* _REQUIREMENT_:
Check each line of the data below for the word "roads", then extract the ones that have it.

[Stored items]
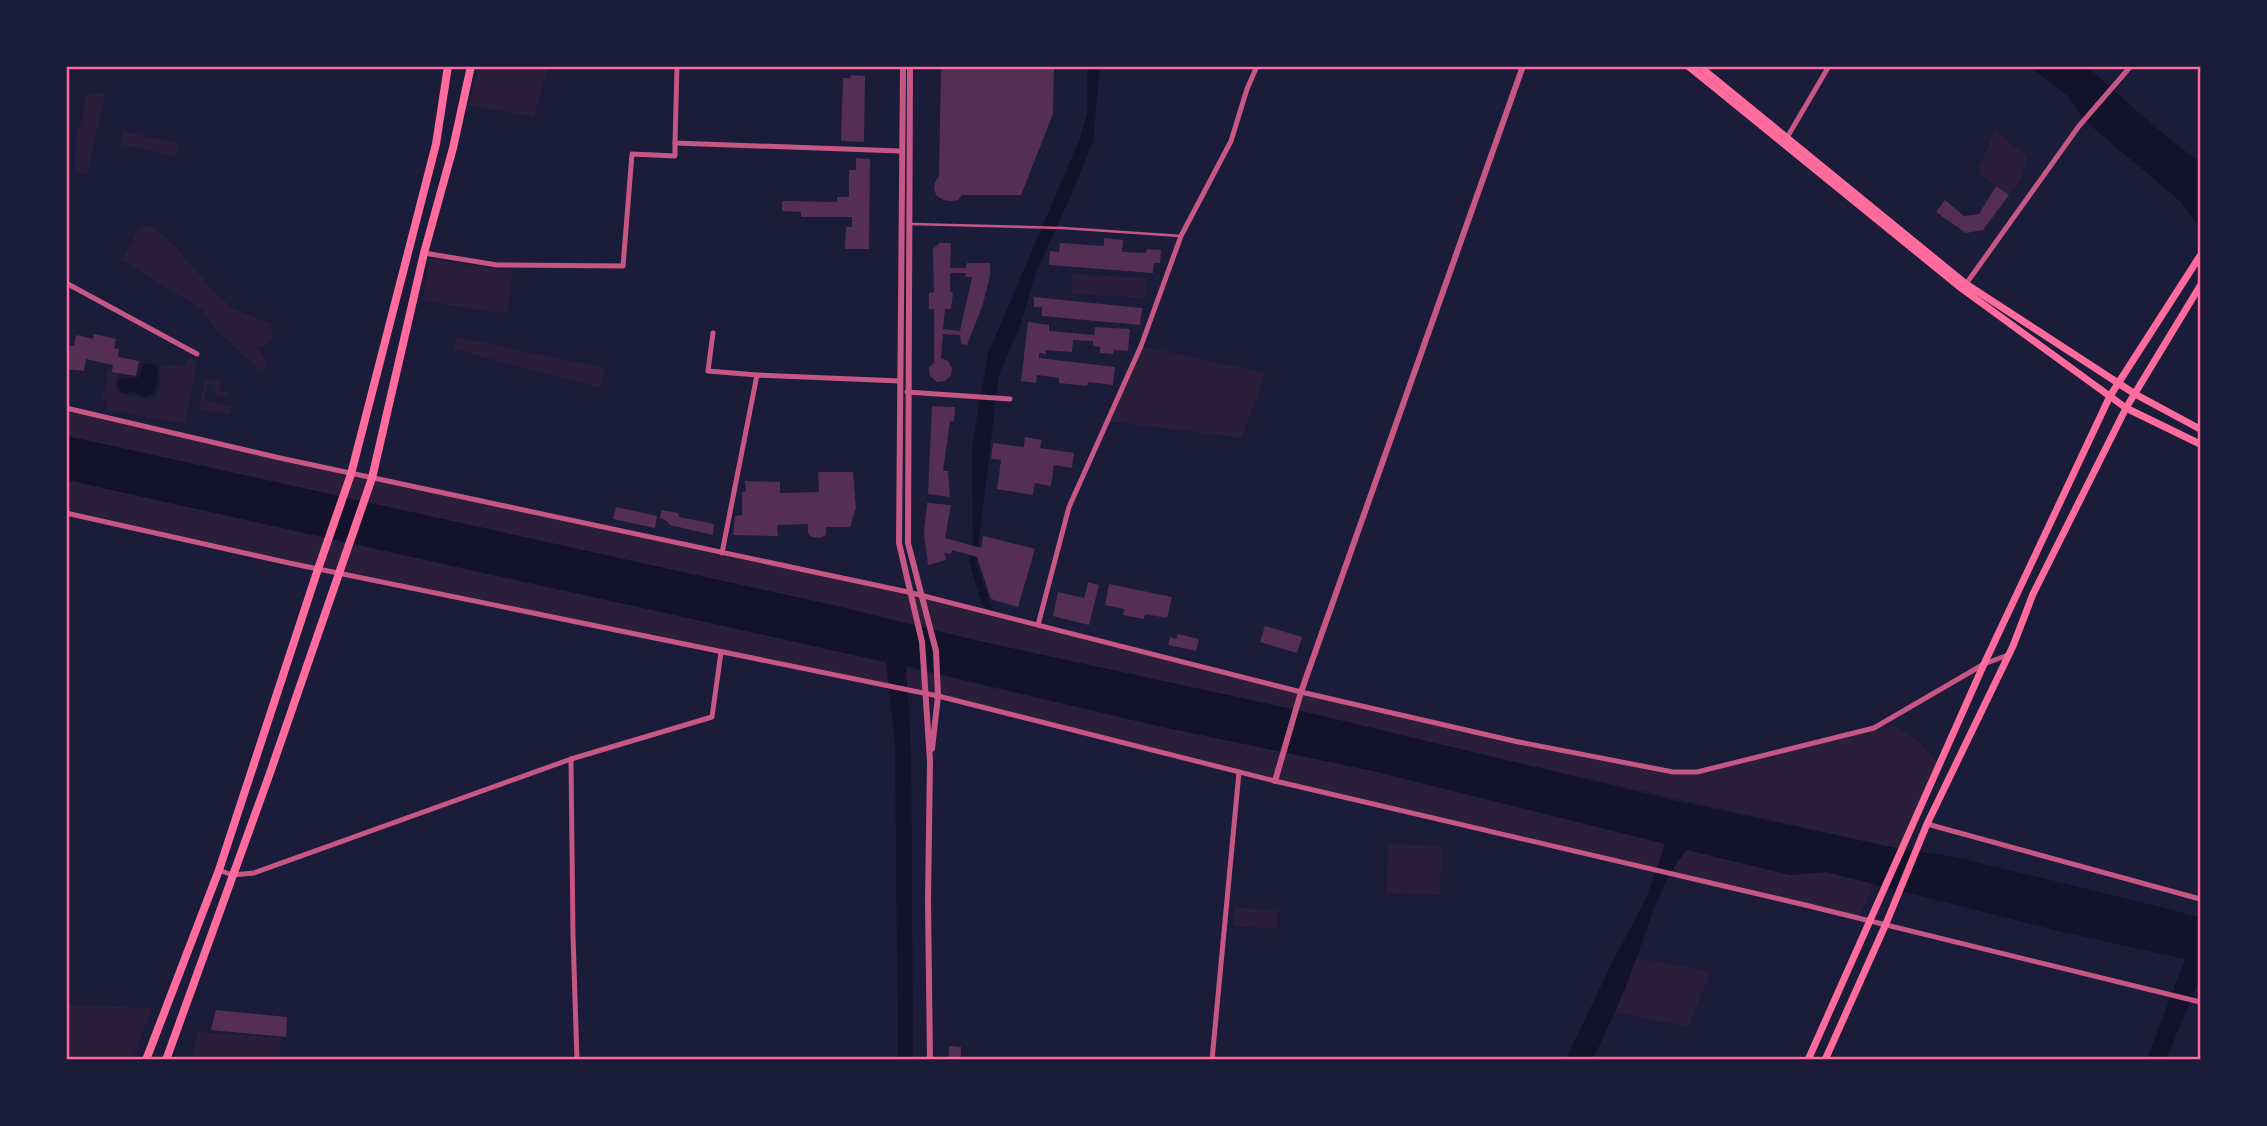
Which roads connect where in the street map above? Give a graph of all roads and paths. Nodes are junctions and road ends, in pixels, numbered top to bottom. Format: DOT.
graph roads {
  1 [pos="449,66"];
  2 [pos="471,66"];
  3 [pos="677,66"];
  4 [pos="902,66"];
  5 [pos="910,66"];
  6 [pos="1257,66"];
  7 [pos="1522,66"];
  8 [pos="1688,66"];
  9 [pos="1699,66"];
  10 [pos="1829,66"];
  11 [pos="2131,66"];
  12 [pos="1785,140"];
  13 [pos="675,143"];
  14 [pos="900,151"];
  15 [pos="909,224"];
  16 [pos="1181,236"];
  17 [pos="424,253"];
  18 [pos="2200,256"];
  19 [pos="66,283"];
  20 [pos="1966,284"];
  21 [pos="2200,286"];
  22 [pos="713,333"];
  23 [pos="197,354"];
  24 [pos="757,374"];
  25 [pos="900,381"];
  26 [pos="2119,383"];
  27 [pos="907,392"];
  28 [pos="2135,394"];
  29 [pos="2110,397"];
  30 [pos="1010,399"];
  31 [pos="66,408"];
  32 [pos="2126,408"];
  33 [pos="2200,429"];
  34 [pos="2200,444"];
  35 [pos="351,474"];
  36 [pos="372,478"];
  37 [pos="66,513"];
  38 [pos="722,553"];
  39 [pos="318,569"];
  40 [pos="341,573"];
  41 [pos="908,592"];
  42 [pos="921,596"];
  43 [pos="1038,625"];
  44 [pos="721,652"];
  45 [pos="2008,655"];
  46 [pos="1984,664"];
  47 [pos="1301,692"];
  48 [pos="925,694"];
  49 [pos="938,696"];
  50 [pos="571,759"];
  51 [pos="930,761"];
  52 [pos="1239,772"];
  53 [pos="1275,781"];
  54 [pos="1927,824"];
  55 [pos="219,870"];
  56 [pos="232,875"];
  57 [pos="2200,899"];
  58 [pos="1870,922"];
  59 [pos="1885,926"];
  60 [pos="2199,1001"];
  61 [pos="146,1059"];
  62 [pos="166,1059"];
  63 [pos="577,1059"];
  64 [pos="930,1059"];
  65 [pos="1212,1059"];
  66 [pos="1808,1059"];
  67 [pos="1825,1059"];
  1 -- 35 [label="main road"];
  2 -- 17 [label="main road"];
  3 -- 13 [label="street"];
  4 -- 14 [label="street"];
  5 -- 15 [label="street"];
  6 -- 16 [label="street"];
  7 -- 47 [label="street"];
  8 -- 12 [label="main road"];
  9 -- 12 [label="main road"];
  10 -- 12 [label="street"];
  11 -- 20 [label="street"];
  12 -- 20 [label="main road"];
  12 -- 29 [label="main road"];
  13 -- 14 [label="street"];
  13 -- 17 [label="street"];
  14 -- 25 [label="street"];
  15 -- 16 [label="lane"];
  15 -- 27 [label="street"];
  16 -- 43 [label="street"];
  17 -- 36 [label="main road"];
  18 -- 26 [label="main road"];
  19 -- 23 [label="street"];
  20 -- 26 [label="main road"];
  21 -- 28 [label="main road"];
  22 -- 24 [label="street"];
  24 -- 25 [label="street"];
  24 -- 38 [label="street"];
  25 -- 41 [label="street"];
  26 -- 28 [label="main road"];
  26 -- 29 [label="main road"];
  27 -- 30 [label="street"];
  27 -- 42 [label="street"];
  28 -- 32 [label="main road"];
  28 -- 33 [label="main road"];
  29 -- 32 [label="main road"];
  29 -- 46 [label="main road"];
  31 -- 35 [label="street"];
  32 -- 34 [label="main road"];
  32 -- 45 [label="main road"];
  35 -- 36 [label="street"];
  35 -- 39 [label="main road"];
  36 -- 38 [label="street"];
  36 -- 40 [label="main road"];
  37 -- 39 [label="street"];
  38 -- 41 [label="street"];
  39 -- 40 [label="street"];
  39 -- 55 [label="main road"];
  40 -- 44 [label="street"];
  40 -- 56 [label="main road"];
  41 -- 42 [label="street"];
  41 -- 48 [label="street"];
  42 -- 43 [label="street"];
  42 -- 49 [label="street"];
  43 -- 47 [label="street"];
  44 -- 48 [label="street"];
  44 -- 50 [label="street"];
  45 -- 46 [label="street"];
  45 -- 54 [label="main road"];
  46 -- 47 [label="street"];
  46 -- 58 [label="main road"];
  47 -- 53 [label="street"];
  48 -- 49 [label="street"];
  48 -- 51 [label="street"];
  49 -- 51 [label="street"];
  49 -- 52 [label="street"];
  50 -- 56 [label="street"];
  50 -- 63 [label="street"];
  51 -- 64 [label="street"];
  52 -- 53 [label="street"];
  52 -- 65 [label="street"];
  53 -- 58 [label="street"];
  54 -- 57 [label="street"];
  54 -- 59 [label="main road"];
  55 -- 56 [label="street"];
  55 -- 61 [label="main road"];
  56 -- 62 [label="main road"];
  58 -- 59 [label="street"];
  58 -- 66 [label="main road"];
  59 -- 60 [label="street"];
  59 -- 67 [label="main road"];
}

* _EXERCISE ANSWER_:
Which roads connect where in the street map above? Give a graph of all roads and paths. Nodes are junctions and road ends, in pixels, numbered top to bottom. Format: DOT.
graph roads {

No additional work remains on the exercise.